Open data portals are a great way to discover datasets and present them to the public. But they lack interoperability and it’s thus even harder to search across them. Imagine if you’re looking for a dataset it’s just a simple "google search" away. Historically there are lots and lots of metadata standards. CKAN as the de-facto standard uses a model that is close to Dublin Core. It consists of 15 basic fields to describe a dataset and its related resources.

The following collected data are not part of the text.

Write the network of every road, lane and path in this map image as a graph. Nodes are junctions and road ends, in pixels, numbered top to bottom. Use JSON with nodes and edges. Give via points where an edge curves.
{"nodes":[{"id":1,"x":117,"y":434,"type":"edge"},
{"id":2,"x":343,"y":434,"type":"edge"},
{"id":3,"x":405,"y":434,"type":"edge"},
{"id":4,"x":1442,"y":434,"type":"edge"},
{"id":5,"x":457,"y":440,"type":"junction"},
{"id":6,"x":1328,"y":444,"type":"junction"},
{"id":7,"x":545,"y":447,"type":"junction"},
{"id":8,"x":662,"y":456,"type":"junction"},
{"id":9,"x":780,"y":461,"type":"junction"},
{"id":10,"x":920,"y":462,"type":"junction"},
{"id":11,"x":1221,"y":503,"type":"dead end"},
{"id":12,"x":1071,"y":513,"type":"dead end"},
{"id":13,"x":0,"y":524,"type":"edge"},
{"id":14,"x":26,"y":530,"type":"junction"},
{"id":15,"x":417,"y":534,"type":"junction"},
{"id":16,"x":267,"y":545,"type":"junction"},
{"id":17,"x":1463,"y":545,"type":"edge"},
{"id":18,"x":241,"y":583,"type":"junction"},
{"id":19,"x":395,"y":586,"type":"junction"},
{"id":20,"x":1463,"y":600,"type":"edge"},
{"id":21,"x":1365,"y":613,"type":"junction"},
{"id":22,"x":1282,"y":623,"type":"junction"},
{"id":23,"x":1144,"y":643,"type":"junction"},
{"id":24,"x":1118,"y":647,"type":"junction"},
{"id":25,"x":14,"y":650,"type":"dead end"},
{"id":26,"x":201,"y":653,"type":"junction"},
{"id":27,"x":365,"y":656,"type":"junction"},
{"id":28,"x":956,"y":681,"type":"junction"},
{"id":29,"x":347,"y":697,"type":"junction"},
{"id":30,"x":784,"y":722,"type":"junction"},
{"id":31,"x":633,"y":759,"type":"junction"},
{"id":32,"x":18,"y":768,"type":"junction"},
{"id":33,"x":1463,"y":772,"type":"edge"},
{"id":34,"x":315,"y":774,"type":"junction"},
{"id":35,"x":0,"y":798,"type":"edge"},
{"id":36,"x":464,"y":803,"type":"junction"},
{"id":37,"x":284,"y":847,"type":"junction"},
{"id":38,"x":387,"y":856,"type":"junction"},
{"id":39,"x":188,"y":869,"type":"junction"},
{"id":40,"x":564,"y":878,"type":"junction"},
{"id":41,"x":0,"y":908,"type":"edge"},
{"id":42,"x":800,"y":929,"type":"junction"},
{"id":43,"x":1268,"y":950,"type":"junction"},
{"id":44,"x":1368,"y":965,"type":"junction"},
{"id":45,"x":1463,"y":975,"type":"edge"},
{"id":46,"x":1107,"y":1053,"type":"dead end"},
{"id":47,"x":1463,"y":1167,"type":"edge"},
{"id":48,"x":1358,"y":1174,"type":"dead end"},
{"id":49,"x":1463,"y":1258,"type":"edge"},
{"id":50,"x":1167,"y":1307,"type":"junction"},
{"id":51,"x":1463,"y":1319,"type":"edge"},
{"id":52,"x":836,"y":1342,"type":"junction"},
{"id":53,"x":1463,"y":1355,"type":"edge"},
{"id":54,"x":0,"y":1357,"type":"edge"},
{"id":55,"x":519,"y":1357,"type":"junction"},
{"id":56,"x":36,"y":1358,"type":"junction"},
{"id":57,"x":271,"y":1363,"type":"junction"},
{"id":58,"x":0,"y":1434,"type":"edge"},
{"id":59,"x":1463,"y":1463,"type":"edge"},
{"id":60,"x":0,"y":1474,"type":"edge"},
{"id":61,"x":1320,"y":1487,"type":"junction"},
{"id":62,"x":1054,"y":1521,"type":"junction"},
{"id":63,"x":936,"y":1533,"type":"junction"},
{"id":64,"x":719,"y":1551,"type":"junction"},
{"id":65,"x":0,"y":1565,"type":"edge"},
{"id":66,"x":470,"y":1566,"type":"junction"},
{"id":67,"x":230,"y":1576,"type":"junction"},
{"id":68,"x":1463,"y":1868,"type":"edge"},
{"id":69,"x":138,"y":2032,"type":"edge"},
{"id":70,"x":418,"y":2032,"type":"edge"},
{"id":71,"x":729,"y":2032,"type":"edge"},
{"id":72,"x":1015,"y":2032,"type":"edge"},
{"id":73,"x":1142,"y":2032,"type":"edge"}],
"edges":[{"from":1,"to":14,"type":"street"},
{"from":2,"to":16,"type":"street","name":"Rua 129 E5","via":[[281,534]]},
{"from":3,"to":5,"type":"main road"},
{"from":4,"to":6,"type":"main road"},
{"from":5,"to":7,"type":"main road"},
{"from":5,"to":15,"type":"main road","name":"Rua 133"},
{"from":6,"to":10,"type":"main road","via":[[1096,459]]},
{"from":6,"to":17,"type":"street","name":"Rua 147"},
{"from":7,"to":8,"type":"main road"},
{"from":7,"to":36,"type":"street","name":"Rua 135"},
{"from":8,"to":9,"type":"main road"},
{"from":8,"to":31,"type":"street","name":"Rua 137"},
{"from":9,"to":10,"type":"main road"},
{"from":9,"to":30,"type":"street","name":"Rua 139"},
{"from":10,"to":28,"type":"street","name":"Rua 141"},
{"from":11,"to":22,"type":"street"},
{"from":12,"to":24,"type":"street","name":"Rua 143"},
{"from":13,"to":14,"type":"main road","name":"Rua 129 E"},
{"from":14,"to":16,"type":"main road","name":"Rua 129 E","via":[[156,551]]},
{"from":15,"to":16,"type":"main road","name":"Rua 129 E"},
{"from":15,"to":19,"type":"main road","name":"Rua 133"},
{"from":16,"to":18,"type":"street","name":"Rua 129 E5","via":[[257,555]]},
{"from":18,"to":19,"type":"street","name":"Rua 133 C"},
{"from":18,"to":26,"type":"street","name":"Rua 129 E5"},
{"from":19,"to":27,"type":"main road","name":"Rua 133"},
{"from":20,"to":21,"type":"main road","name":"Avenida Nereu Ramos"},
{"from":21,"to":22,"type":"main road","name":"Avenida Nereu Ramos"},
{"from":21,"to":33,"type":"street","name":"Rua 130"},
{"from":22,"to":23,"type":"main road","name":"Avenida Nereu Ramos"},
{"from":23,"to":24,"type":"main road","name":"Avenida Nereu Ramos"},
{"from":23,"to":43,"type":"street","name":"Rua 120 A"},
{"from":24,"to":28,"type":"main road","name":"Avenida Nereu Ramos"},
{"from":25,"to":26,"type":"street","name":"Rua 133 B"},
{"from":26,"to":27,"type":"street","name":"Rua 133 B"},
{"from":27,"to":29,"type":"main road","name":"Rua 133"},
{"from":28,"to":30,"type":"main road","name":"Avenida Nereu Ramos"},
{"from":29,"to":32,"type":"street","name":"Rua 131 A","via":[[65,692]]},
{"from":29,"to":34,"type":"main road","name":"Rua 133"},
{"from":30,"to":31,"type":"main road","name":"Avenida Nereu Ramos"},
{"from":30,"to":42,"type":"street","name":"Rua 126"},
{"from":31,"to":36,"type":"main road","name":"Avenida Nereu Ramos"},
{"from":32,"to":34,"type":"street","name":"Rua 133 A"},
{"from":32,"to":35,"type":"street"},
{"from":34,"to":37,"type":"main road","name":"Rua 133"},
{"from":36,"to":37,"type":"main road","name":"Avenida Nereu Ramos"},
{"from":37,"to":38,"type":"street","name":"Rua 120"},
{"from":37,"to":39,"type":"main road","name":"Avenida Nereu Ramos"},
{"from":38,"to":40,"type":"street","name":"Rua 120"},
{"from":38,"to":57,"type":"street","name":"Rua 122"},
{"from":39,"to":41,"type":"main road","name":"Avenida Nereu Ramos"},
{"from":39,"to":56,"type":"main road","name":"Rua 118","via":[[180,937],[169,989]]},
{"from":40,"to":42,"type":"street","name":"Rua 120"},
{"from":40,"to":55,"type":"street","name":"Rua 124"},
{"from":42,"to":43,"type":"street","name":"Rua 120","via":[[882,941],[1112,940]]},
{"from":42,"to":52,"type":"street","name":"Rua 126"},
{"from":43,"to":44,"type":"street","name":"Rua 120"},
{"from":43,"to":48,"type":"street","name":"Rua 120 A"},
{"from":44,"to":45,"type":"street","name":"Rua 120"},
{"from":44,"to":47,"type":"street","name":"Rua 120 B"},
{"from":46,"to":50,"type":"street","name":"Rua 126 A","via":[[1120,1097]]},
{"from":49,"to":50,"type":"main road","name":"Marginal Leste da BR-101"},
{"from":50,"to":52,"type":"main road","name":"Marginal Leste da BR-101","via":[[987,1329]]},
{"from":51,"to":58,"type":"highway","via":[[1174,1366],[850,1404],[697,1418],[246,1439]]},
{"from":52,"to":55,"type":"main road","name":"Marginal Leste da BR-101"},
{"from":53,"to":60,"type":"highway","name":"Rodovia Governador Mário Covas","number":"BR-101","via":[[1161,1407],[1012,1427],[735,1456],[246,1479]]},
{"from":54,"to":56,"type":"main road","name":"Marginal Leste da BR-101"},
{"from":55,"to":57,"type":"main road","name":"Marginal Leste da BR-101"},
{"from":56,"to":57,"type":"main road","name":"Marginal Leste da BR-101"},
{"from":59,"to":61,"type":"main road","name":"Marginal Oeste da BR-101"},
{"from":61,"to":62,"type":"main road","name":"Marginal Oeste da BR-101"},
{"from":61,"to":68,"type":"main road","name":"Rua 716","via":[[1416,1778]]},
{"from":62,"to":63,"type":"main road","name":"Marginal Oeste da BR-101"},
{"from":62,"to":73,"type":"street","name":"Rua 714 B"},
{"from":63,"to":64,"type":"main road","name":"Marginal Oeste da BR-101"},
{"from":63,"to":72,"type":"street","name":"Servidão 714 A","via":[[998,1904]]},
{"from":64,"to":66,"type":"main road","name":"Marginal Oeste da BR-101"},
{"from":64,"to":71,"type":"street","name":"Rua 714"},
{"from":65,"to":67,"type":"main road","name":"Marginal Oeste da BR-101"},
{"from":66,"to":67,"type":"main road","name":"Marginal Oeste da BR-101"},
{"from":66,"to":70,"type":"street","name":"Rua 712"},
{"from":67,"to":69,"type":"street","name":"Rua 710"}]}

In the area of Open Government Data (OGD) the metadata standard that is widely used is DCAT. Especially the application profiles ("DCAT-AP"), which are a specialization of the DCAT standard for certain topic areas or countries. For CKAN the ckanext-dcat extension provides plugins to expose and consume DCAT-compatible data using an RDF graph. We use this extension on opendata.swiss and data.stadt-zuerich.ch, as it provides handy interfaces to extend it to our custom data model. I'm a maintainer and code contributor to this extension.
When Dan Brickley working for Google, opened an issue on the DCAT extension about implementing schema.org/Dataset for CKAN, I was very excited. I only learned about it in December 2017 and thought it would be a fun feature to implement over the holidays. But what exactly was Dan suggesting?
With ckanext-dcat we already have the bridge from our relational ("database") model to a graph ("linked data"). This is a huge step enables new uses of our data. Remember the 5 star model of Sir Tim Berners-Lee?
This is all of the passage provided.